Electrum-NMC v4.0.6 (soon to be released) brings some long-awaited anonymity improvements.

Automatic Coin Control for Names

I first described this feature in my 34C3 presentation on anonymity. There’s not much else to say here; my presentation covers how the feature works and why that design was chosen. The delay between 34C3 and implementation is due to the preferences expressed by the Tor developers, hopefully it was worth the wait.

Whonix/Tails Support

Various anonymous OS’s such as Whonix and Tails come with Tor preconfigured. A major component of how these OS’s handle preconfiguration is via environment variables that tell Tor-friendly applications such as Tor Browser and OnionShare where Tor’s SOCKS port is. Electrum-NMC now supports these environment variables, so it will automatically use the correct SOCKS port (with stream isolation) on Whonix and Tails instead of relying on transproxying.

As part of this work, I engaged with the Tor Applications Team on improving the specifications for Tor-friendly applications. This work has been slower than hoped, but some major improvements have already worked their way through the review process, and I expect to deliver more improvements to these specifications in the coming months.
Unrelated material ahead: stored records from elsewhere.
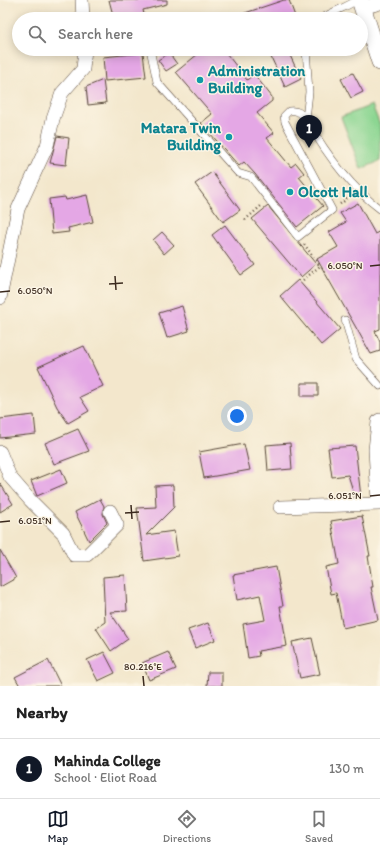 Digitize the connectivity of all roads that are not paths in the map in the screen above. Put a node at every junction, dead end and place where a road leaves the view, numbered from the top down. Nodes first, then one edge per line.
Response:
1 (82, 0) edge
2 (380, 2) edge
3 (360, 3) edge
4 (83, 12) edge
5 (332, 12) edge
6 (368, 27) edge
7 (84, 56) edge
8 (151, 56) edge
9 (306, 56) edge
10 (380, 62) edge
11 (306, 119) junction
12 (380, 209) edge
13 (0, 298) edge
14 (344, 320) dead end
15 (380, 386) edge
16 (380, 422) edge
17 (0, 452) edge
18 (380, 500) edge
19 (380, 504) edge
20 (280, 507) dead end
21 (110, 511) dead end

1 - 4 street
2 - 3 street
3 - 5 lane
6 - 10 street
7 - 13 street
8 - 11 lane
9 - 11 lane
11 - 12 lane
14 - 15 lane
16 - 18 street
17 - 21 street
19 - 20 street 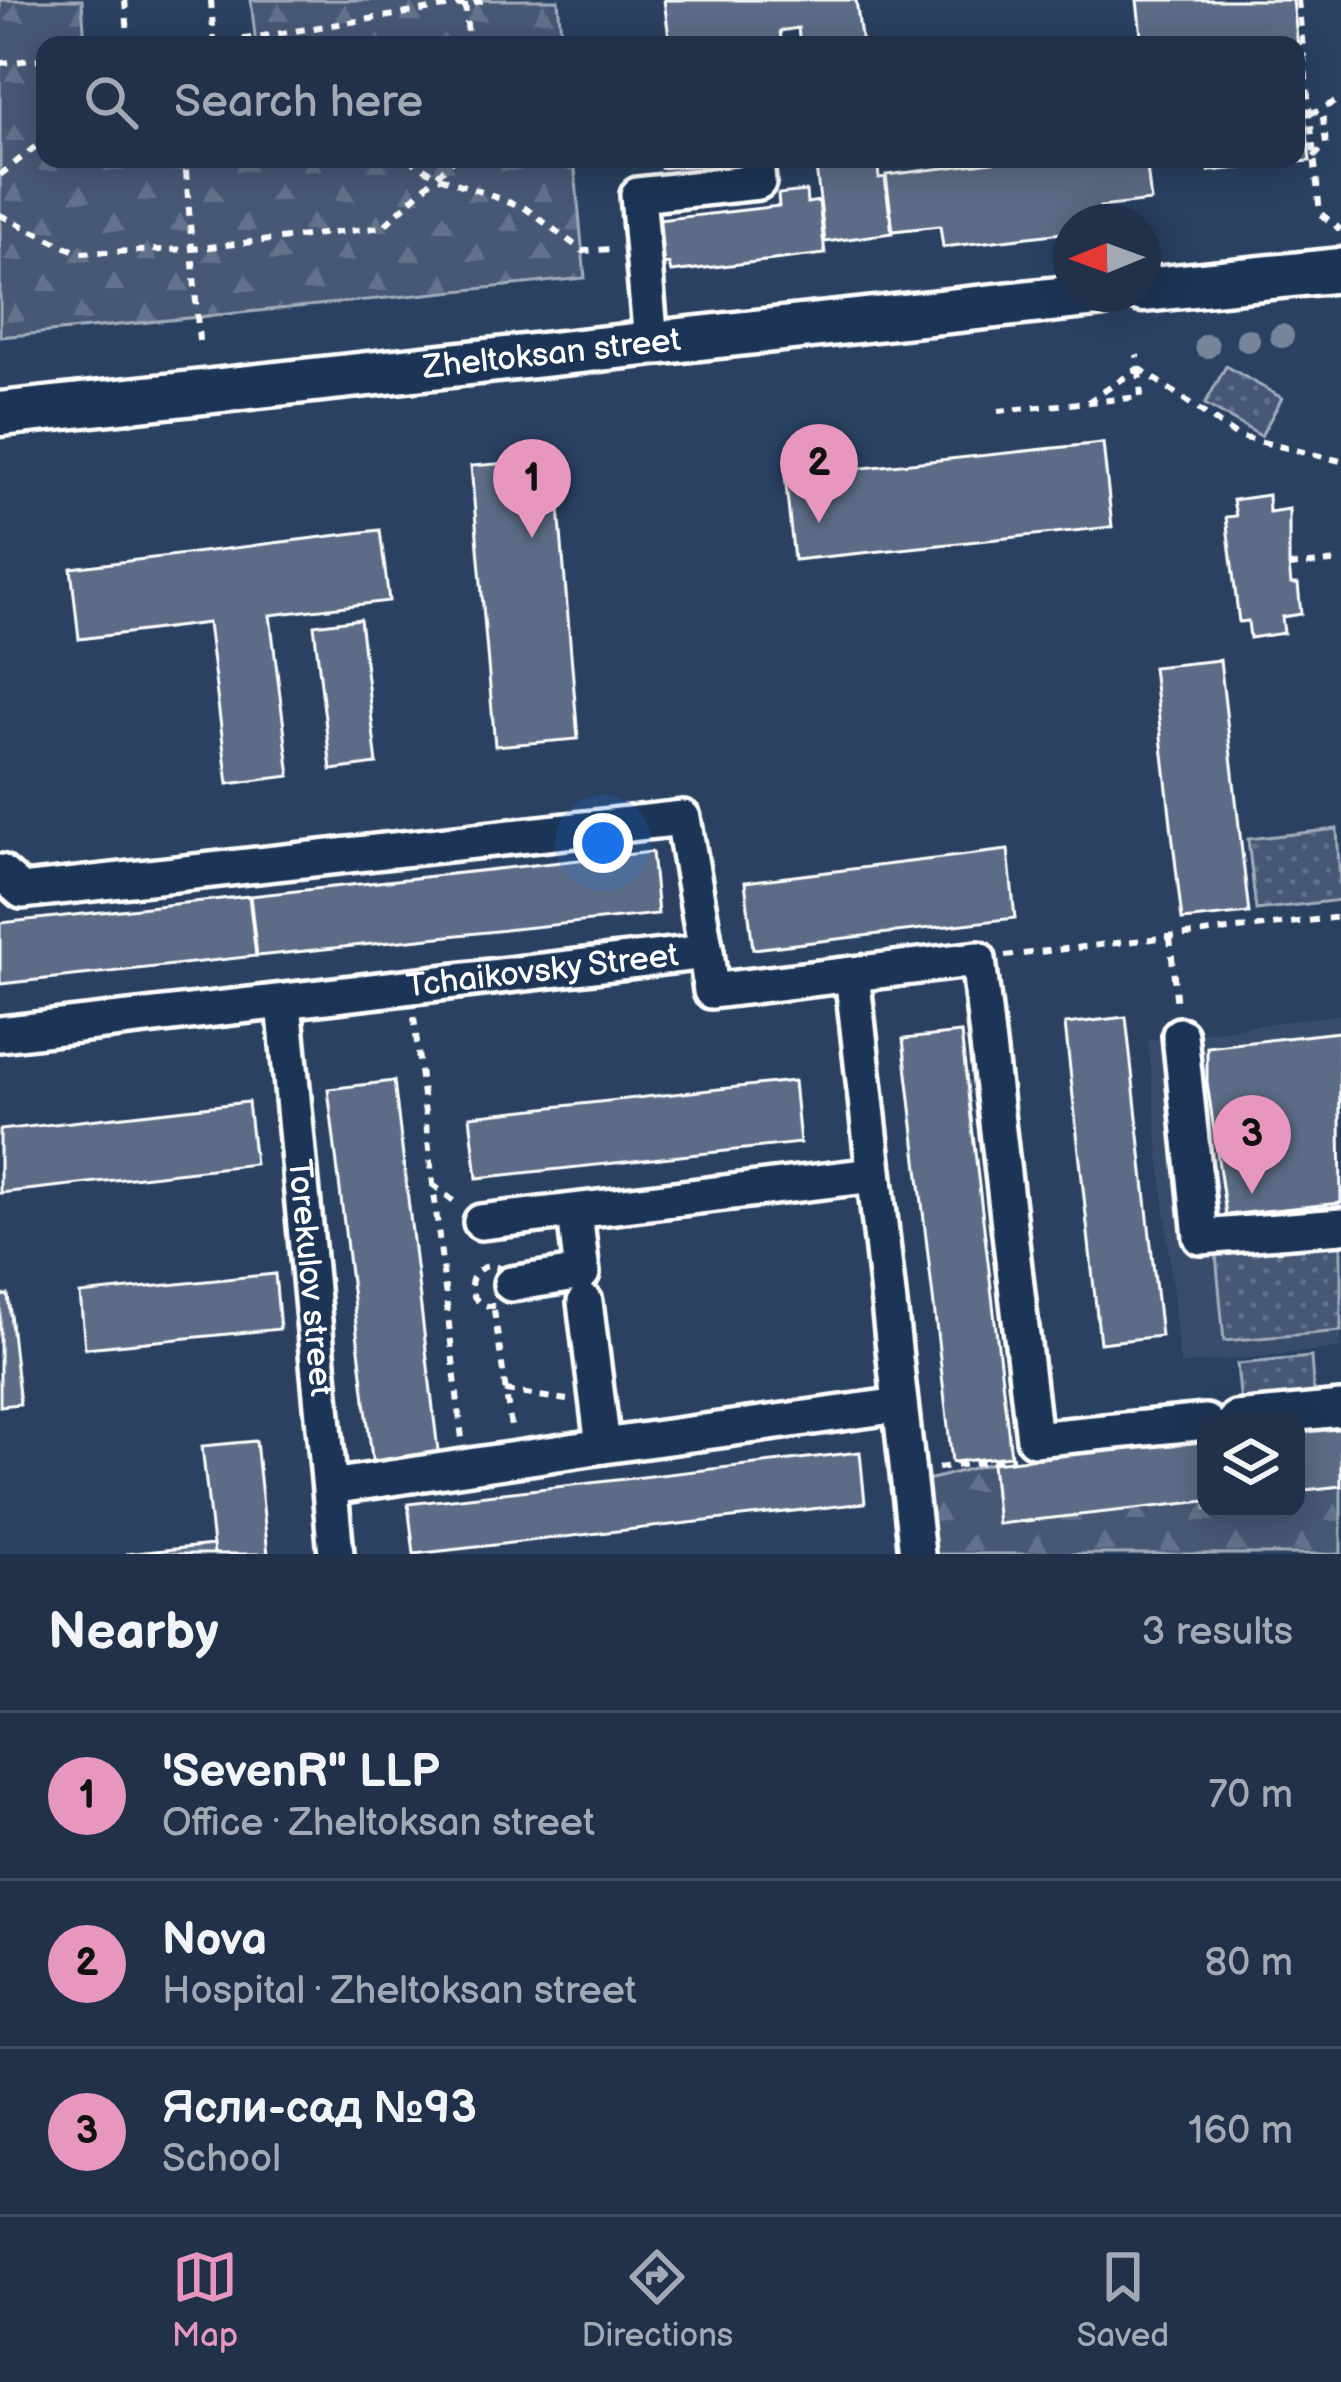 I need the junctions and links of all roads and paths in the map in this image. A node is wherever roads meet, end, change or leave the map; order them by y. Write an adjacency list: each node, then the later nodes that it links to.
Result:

AppArmor Sandboxing Support

Besides environment variables, another trick that Whonix uses to Torify applications is usage of AppArmor to blacklist traffic that doesn’t go through Tor’s SOCKS port. This works by having Tor listen on a Unix domain socket, and then blacklisting IP sockets via AppArmor; standard filesystem ACL’s take care of the rest. Electrum-NMC now supports connecting to a SOCKS proxy via a Unix domain socket, so it should now be possible to enforce Torification via AppArmor.

So far, no one has written such an AppArmor policy for Electrum-NMC; this will be the subject of future work.

This work was funded by NLnet Foundation’s NGI0 Discovery Fund.